▶ [INSTRUCTIONS TO FOLLOW]:
Using the records that follow, tally the lines containing the word "Marzo" and state only the count.

▶ [SUPPLIED ENTRIES]:

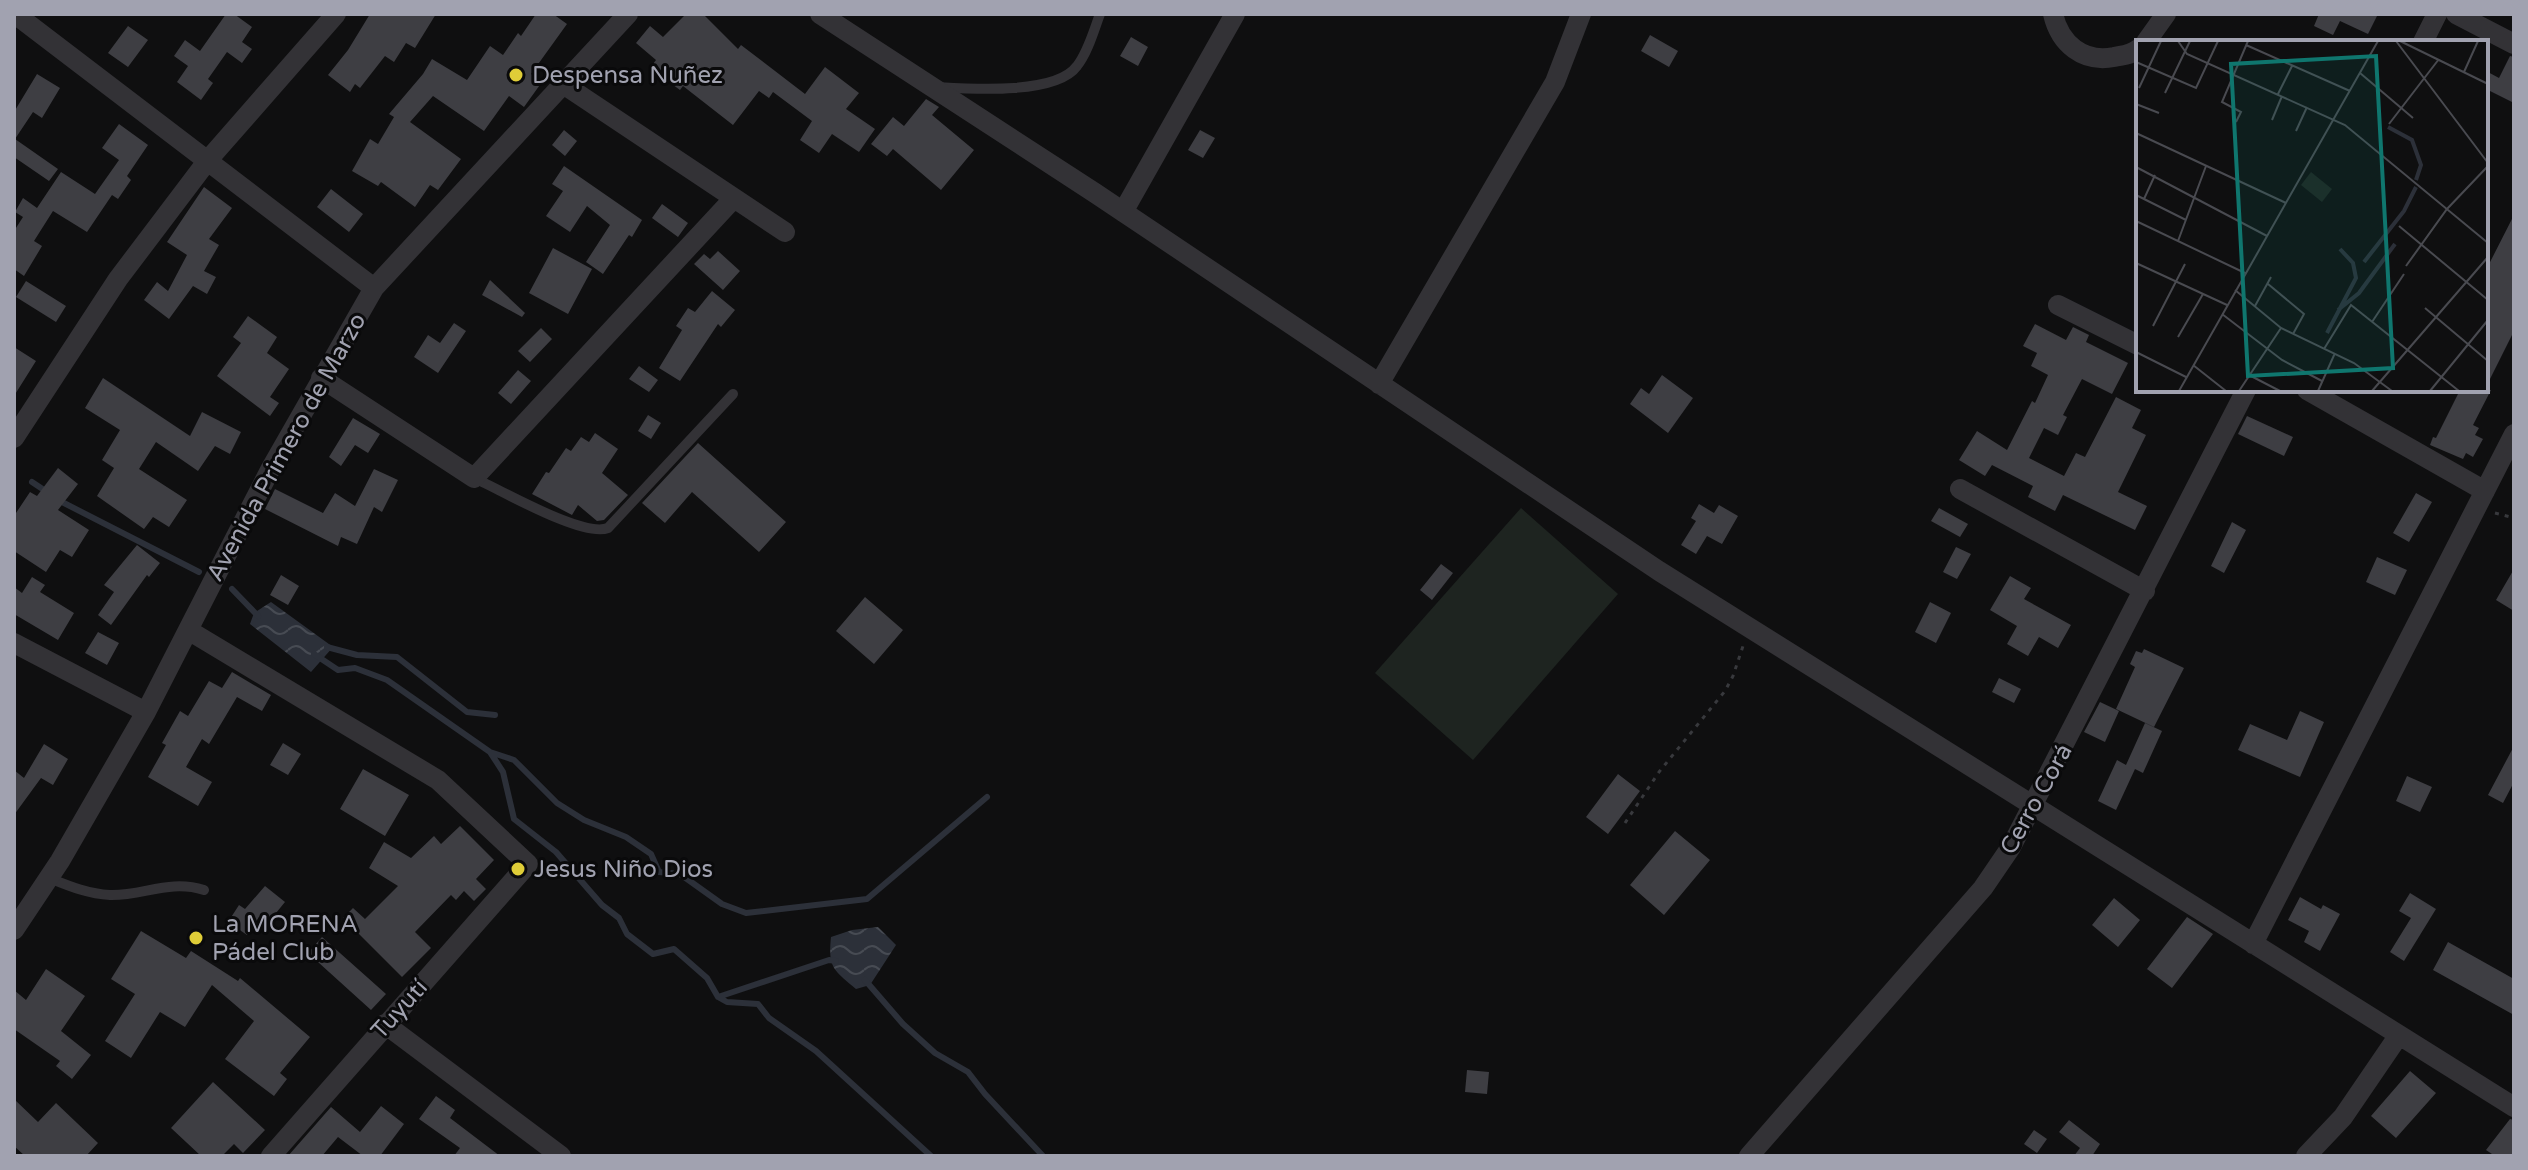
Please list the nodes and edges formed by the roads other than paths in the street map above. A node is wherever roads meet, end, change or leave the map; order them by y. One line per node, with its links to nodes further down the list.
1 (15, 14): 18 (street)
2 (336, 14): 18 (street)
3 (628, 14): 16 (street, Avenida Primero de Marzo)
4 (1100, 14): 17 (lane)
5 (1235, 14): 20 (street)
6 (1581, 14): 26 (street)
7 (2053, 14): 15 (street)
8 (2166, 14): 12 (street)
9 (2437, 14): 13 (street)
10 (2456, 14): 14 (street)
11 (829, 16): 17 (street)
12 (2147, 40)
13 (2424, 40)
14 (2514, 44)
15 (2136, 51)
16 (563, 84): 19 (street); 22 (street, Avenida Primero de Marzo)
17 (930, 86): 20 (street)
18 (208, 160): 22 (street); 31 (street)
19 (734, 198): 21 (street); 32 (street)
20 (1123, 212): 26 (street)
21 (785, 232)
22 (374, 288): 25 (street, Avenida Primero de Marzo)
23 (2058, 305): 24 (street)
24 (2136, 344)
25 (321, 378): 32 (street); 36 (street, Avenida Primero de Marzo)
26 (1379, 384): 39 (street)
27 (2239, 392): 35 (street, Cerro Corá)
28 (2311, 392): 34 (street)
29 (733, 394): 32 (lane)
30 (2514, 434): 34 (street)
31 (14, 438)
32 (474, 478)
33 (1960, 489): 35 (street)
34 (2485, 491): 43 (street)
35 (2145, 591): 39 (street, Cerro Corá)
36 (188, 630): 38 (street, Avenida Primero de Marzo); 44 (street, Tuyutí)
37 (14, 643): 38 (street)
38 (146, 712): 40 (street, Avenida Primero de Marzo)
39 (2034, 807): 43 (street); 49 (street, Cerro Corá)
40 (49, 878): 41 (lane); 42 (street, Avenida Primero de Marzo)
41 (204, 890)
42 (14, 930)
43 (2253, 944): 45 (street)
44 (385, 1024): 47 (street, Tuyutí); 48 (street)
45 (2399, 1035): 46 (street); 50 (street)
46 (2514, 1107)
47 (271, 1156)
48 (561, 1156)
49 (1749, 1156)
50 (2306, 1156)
--
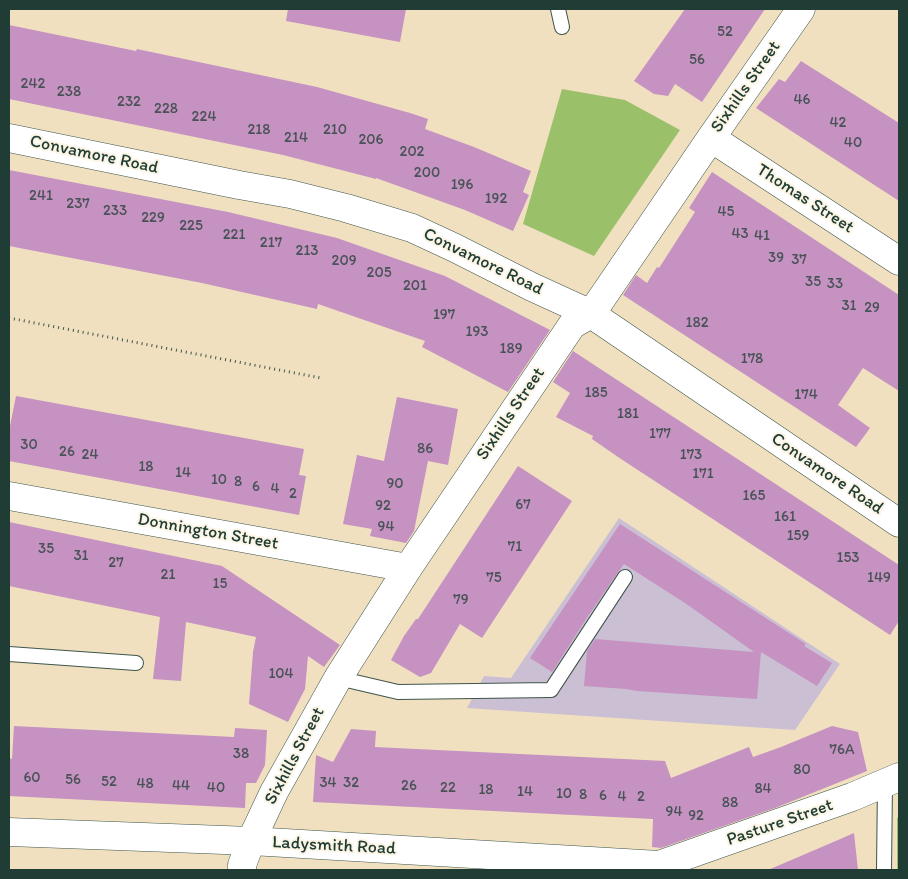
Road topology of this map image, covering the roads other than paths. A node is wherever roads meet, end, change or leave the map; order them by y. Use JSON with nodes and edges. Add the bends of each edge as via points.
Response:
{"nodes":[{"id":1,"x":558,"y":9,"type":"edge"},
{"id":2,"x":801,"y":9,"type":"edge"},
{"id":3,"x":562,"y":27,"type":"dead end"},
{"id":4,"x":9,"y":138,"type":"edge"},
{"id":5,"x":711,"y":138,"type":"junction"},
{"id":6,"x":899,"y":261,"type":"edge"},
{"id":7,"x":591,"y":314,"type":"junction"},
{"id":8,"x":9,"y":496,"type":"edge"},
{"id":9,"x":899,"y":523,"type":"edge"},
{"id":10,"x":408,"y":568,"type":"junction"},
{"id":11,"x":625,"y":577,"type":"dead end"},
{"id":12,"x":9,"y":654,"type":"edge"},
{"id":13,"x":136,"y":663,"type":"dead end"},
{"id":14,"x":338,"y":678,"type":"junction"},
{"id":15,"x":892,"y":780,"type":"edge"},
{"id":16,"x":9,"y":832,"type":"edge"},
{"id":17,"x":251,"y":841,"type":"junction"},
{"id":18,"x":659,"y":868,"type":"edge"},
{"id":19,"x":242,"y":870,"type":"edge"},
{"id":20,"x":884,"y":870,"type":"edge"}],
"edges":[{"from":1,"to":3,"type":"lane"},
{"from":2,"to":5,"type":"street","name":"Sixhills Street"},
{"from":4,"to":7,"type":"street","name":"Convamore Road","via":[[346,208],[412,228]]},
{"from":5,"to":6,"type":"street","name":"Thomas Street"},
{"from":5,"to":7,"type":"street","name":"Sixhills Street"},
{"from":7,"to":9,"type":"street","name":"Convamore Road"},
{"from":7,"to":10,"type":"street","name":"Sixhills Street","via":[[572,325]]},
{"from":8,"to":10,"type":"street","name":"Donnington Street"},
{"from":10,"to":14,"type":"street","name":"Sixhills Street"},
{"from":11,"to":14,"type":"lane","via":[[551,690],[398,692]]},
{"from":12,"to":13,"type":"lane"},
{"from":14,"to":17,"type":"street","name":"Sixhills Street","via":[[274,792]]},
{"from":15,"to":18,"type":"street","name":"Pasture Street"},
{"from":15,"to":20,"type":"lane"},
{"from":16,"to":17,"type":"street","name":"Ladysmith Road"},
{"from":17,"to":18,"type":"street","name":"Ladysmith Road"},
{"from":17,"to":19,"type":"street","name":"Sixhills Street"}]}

▶ [SOLUTION]:
7